In a report published in the journal Science, the scientists said that current tests underestimate how certain substances, such as pesticides and even some pharmaceuticals, accumulate along the food chain, BBC News reported.
Concentrations of substances increase as they work their way up the food chain -- for example, from plankton to small fish to larger fish to fish-eaters such as bears, seals and humans.
The scientists estimated that about one-third (10,000) of organic substances in commercial use should be reassessed, but predicted that most would be found to be benign, BBC News reported.
Large HIV Prevention Programs More Efficient
Boosting the size of HIV prevention programs increases their efficiency and helps prevent more infections, concludes a University of Southern California, San Francisco study. HIV is the virus that causes AIDS.
The study found that each doubling of an HIV prevention effort's size reduces costs by about a third. Some large programs are 10 times more efficient than smaller ones, which translates into the prevention of many more HIV infections using the same amount of resources.

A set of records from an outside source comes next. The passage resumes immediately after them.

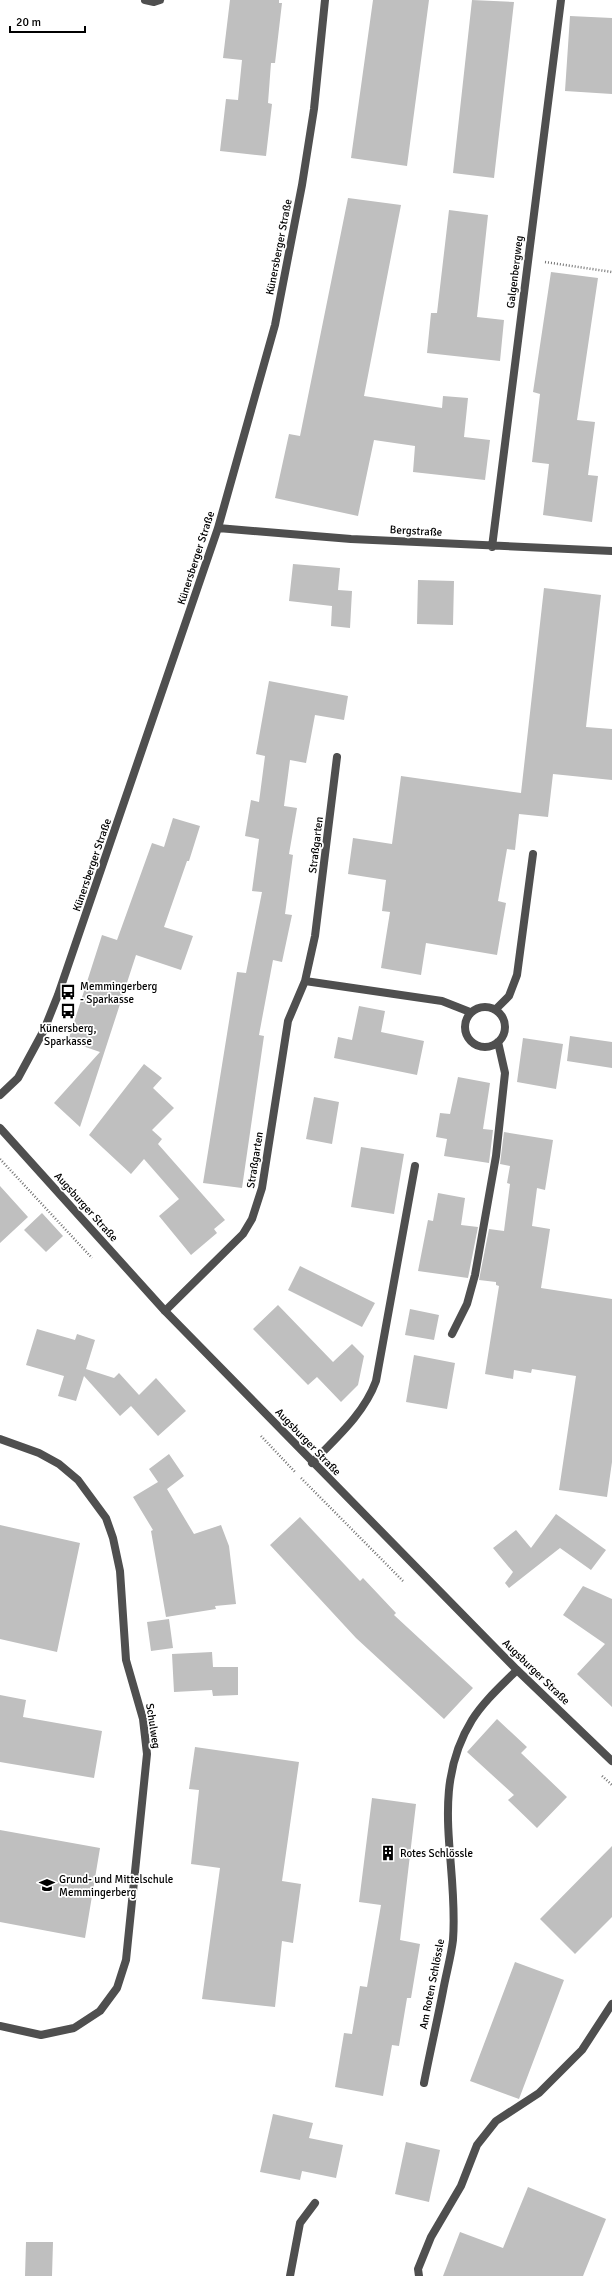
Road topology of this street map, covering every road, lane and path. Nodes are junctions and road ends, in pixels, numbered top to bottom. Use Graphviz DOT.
graph roads {
  1 [pos="145,0"];
  2 [pos="160,0"];
  3 [pos="325,0"];
  4 [pos="561,0"];
  5 [pos="527,260"];
  6 [pos="612,272"];
  7 [pos="218,528"];
  8 [pos="492,546"];
  9 [pos="612,552"];
  10 [pos="337,757"];
  11 [pos="533,854"];
  12 [pos="305,981"];
  13 [pos="496,1009"];
  14 [pos="470,1012"];
  15 [pos="498,1042"];
  16 [pos="0,1095"];
  17 [pos="0,1128"];
  18 [pos="415,1166"];
  19 [pos="165,1311"];
  20 [pos="452,1334"];
  21 [pos="0,1439"];
  22 [pos="312,1463"];
  23 [pos="516,1670"];
  24 [pos="612,1761"];
  25 [pos="612,2004"];
  26 [pos="0,2026"];
  27 [pos="424,2083"];
  28 [pos="315,2203"];
  29 [pos="290,2276"];
  30 [pos="419,2276"];
  1 -- 2 [label="street"];
  3 -- 7 [label="street, Künersberger Straße"];
  4 -- 5 [label="street, Galgenbergweg"];
  5 -- 6 [label="path"];
  5 -- 8 [label="street, Galgenbergweg"];
  7 -- 8 [label="street, Bergstraße"];
  7 -- 16 [label="street, Künersberger Straße"];
  8 -- 9 [label="street, Bergstraße"];
  10 -- 12 [label="street, Straßgarten"];
  11 -- 13 [label="street"];
  12 -- 14 [label="street"];
  12 -- 19 [label="street, Straßgarten"];
  13 -- 14 [label="street"];
  13 -- 15 [label="street"];
  14 -- 15 [label="street"];
  15 -- 20 [label="street"];
  17 -- 19 [label="street, Augsburger Straße"];
  18 -- 22 [label="street"];
  19 -- 22 [label="street, Augsburger Straße"];
  21 -- 26 [label="street, Schulweg"];
  22 -- 23 [label="street, Augsburger Straße"];
  23 -- 24 [label="street, Augsburger Straße"];
  23 -- 27 [label="street, Am Roten Schlössle"];
  25 -- 30 [label="street"];
  28 -- 29 [label="street"];
}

This "scale-up, cost-down" effect was found in many countries and different kinds of HIV prevention programs. The study was published Thursday in the BioMed Central journal BMC Health Services Research.
"Proven prevention methods need to be scaled up rapidly," lead author Eliot Marseille said in a prepared statement. "Therefore, the fact that costs tend to go down as scale goes up is good news. This could save millions of lives, as well as keeping in check the number of new patients requiring expensive anti-retroviral therapies."
For this study, the researchers analyzed 206 HIV prevention programs in India, Mexico, Russia, South Africa and Uganda.